Editor’s Note: Stephen Gencarella, the author of ‘Wicked, Weird & Wily Yankees’ will be the guest speaker at the Lyme Public Library’s Annual Meeting on Tuesday, June 26, at 7 p.m.
What a pleasure: to read an engaging book by a close neighbor (Steve and his family live just down Tinker Lane from me) and to encourage other Lymies to do the same!
Steve, a professor at the University of Massachusetts in Amherst and the resident folklorist at the Connecticut River Museum, offers us a series of essays about unusual folk from New England, eccentric and out-of-the-ordinary men and women: hermits, healers, poets, mesmerists, fortune-tellers, prophets, reformers, bandits, visionaries, vagabonds, introverts, and misogynists.
In other words, most of us!
But what is eccentricity. The professor explains: “ … eccentricity is not an inherent quality but one always partially imposed from the outside, from the society that demarcates and gazes upon the eccentric … “[it] is always a matter of contested perspectives” and “ … tendencies to the reclusive or to the flamboyant quickly garner the label of eccentricity.” He continues, “As tends to happen when history yields to folklore, this oddity began to grow in dimensions through the course of a century” of retelling stories of eccentrics. And “the stories themselves are vagabonds.”
Among the locals described in these essays are a character at the Monkey Farm Café in Old Saybrook, William Gillette of Gillette’s Castle, that “Hadlyme stone heap,” and Elizabeth Tashjian, perhaps better known as “The Nut Lady” of Old Lyme.
Steve concludes with the counsel, “but that is precisely the challenge of eccentrics: to demand respect for the integrity and for the unique and unusual demands of every individual and to refuse to allow authority – however minor – to get away with discouraging people who hear a different drummer.”
We are all story-tellers!
But I was most impressed by the author’s continued use of the word “passing” as his euphemism for death: he uses it 31 times, by my count. It reminded me of that famous “Dead Parrot” skit from Monty Python, in which John Cleese presents an inert parrot nailed to a stick to Michael Palin, the man who had just sold it to him.

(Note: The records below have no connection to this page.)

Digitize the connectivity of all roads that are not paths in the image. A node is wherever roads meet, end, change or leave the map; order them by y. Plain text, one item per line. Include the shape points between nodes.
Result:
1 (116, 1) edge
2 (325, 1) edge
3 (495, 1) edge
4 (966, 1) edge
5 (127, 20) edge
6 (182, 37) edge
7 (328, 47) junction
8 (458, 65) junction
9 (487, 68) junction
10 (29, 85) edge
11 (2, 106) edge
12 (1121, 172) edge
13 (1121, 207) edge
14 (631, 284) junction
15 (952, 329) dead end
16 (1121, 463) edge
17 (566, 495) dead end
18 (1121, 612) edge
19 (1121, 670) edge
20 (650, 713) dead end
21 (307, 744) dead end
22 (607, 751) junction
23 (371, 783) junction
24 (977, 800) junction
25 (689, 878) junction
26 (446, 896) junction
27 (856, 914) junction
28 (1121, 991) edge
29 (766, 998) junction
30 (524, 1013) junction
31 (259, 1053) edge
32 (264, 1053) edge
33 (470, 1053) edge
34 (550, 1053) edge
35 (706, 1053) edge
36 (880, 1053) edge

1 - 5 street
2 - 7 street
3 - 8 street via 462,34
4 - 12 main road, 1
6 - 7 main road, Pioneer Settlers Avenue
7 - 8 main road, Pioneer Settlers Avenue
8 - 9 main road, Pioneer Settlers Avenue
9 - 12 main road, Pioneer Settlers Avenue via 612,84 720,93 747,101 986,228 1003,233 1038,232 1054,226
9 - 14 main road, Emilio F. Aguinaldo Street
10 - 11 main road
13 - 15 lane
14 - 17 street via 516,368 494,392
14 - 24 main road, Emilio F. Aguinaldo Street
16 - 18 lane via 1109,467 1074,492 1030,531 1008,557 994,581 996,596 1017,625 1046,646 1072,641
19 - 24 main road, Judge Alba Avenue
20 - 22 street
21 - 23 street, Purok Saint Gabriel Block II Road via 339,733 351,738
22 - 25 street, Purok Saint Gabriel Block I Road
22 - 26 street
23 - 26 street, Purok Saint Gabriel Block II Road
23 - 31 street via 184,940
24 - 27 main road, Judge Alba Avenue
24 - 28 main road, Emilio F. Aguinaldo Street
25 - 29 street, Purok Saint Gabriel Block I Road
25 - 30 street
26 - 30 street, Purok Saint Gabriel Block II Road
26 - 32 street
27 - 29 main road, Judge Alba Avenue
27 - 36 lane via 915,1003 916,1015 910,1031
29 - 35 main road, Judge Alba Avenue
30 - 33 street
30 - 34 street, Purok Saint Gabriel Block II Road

“E’s passed on! This parrot is no more! He has ceased to be! ‘E’s expired and gone to meet ‘is maker! ‘E’s a stiff! Bereft of life, ‘e rests in peace! If you hadn’t nailed ‘im to the perch, ‘e’d be pushing up the daisies! ‘Is metabolic processes are now ‘istory! ‘E’s off the twig! ‘E’s kicked the bucket, ‘e’s shuffled off ‘is mortal coil, run down the curtain and joined the bleedin’ choir invisible!! This is an ex-parrot!”
Does this usage “passeth all understanding” (Philippians)?

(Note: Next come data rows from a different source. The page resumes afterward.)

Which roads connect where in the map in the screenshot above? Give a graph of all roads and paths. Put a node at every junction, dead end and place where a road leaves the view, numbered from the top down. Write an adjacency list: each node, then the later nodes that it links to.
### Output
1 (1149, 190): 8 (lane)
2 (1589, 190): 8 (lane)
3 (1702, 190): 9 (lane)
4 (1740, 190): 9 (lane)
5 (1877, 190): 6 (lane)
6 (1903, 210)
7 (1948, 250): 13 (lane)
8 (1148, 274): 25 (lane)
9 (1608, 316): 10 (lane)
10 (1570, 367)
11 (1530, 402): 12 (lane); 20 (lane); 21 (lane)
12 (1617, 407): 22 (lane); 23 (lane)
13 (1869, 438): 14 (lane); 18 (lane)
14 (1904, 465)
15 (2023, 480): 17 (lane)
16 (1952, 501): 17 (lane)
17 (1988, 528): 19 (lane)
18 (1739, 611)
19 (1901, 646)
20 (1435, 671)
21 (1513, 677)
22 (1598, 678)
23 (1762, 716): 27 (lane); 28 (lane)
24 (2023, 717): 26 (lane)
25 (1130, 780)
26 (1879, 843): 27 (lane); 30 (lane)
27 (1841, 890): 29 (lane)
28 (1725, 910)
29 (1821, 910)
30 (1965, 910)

I pass … but do read these entrancing stories of eccentric Yankees!
About this book: ‘Wicked, Weird & Wily Yankees’ by Stephen Gencarella was published in May 2018 by Globe Pequot, Guilford, CT 2018.

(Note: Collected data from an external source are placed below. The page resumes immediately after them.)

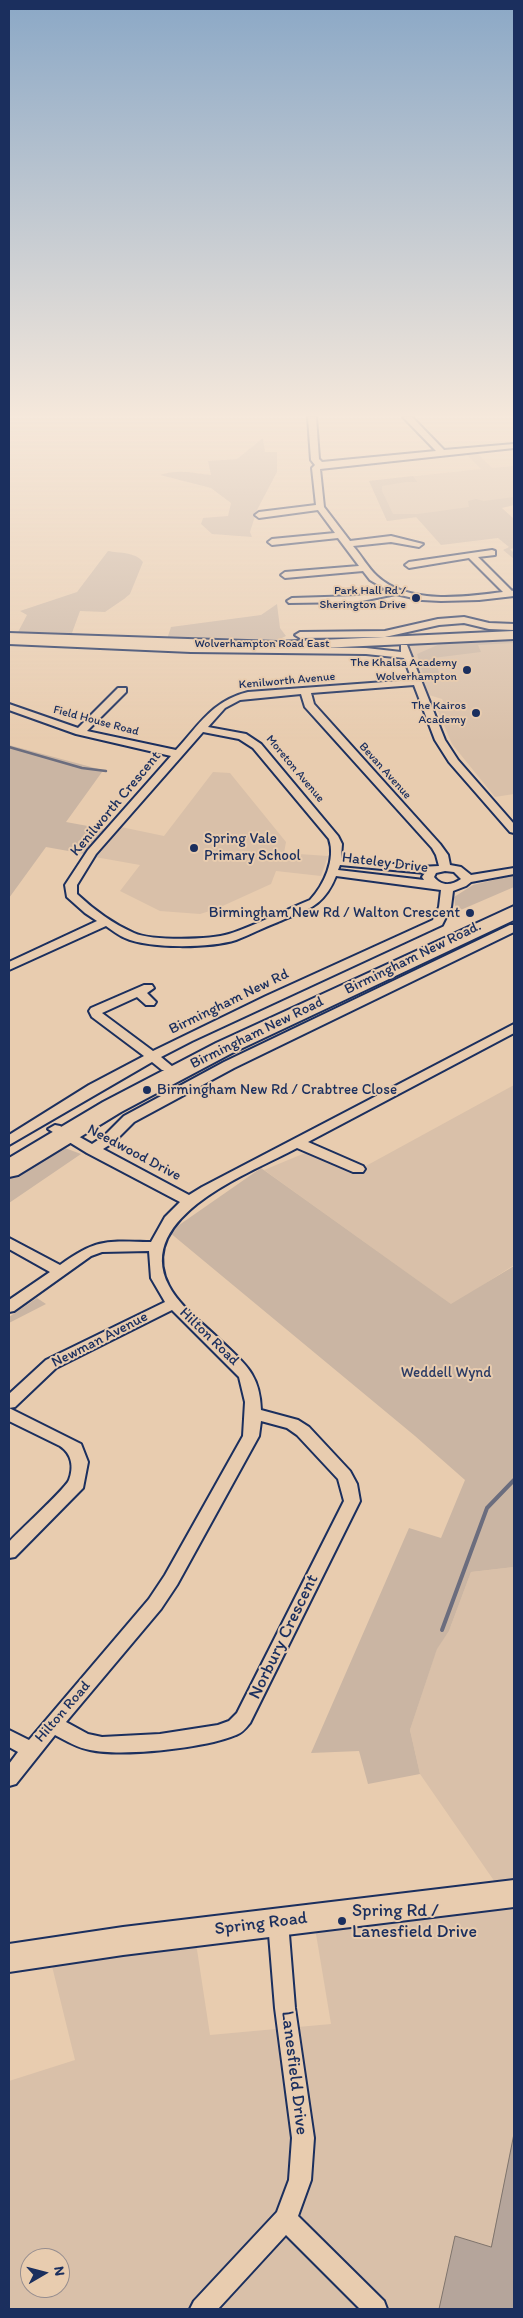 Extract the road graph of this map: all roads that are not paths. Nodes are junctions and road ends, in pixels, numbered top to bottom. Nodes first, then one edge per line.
1 (332, 525) edge
2 (338, 535) junction
3 (272, 542) dead end
4 (346, 544) junction
5 (419, 544) dead end
6 (492, 552) dead end
7 (471, 555) junction
8 (409, 565) dead end
9 (364, 568) junction
10 (285, 575) dead end
11 (395, 591) junction
12 (512, 593) edge
13 (441, 598) junction
14 (292, 601) dead end
15 (450, 620) junction
16 (514, 627) edge
17 (300, 635) dead end
18 (514, 635) edge
19 (9, 637) edge
20 (458, 639) junction
21 (9, 642) edge
22 (402, 642) junction
23 (407, 656) junction
24 (418, 682) junction
25 (122, 690) dead end
26 (305, 691) junction
27 (9, 707) edge
28 (201, 729) junction
29 (80, 732) junction
30 (178, 754) junction
31 (514, 830) edge
32 (333, 867) junction
33 (440, 869) junction
34 (514, 871) edge
35 (467, 879) junction
36 (441, 886) junction
37 (513, 915) edge
38 (105, 922) junction
39 (9, 966) edge
40 (150, 1002) dead end
41 (514, 1028) edge
42 (160, 1061) junction
43 (60, 1131) junction
44 (9, 1141) edge
45 (297, 1143) junction
46 (92, 1150) junction
47 (9, 1157) edge
48 (358, 1168) dead end
49 (9, 1169) edge
50 (189, 1201) junction
51 (9, 1243) edge
52 (156, 1247) junction
53 (61, 1272) junction
54 (174, 1303) junction
55 (9, 1307) edge
56 (9, 1403) edge
57 (9, 1414) edge
58 (255, 1414) junction
59 (9, 1552) edge
60 (53, 1724) junction
61 (9, 1738) edge
62 (30, 1750) junction
63 (9, 1778) edge
64 (514, 1893) edge
65 (278, 1922) junction
66 (9, 1958) edge
67 (286, 2219) junction
68 (202, 2309) edge
69 (376, 2309) edge

1 - 2 street
2 - 3 street
2 - 4 street
4 - 5 street
4 - 9 street
6 - 7 street
7 - 8 street
7 - 12 street
9 - 10 street
9 - 11 street
11 - 13 street
11 - 14 street
12 - 13 street
13 - 15 street
15 - 16 street
15 - 17 street
15 - 20 street
18 - 20 main road, Wolverhampton Road East
19 - 22 main road, Wolverhampton Road East
20 - 22 main road, Wolverhampton Road East
21 - 23 street, Wolverhampton Road East
22 - 23 street
23 - 24 street
24 - 26 street, Kenilworth Avenue
24 - 31 street
25 - 29 street
26 - 28 street, Kenilworth Avenue
26 - 33 street, Bevan Avenue
27 - 29 street, Field House Road
28 - 30 street, Kenilworth Crescent
28 - 32 street, Moreton Avenue
29 - 30 street, Field House Road
30 - 38 street, Kenilworth Crescent
32 - 33 street, Hateley Drive
32 - 36 street, Hateley Drive
32 - 38 street, Kenilworth Crescent
33 - 35 street
33 - 36 street, Birmingham New Rd
34 - 35 street
35 - 36 street
36 - 42 street, Birmingham New Rd
37 - 42 highway, Birmingham New Road
37 - 43 highway, Birmingham New Road
37 - 46 street, Birmingham New Road.
38 - 39 street
40 - 42 street
41 - 45 street, Hilton Road
42 - 43 highway, Birmingham New Road
42 - 44 street, Birmingham New Rd
43 - 46 street, Needwood Drive
43 - 47 highway, Birmingham New Road
43 - 49 highway, Birmingham New Road
45 - 48 street
45 - 50 street, Hilton Road
46 - 50 street, Needwood Drive
50 - 52 street, Hilton Road
51 - 53 street
52 - 53 street
52 - 54 street, Hilton Road
53 - 55 street
54 - 56 street, Newman Avenue
54 - 58 street, Hilton Road
57 - 59 street
58 - 60 street, Hilton Road
58 - 60 street, Norbury Crescent
60 - 62 street, Hilton Road
61 - 62 street
62 - 63 street, Hilton Road
64 - 65 main road, Spring Road
65 - 66 main road, Spring Road
65 - 67 street, Lanesfield Drive
67 - 68 street, Lanesfield Drive
67 - 69 street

About the Author: Felix Kloman is a sailor, rower, husband, father, grandfather, retired management consultant and, above all, a curious reader and writer. He’s explored how we as human beings and organizations respond to ever-present uncertainty in two books, ‘Mumpsimus Revisited’ (2005) and ‘The Fantods of Risk’ (2008). A 20-year resident of Lyme, he now writes book reviews, mostly of non-fiction that explores our minds, our behavior, our politics and our history. But he does throw in a novel here and there. For more than 50 years, he’s put together the 17 syllables that comprise haiku, the traditional Japanese poetry, and now serves as the self-appointed “poet laureate” of Ashlawn Farm Coffee, where he may be seen on Friday mornings. His wife, Ann, is also a writer, but of mystery novels, all of which begin in a village in midcoast Maine, strangely reminiscent of the town she and her husband visit every summer.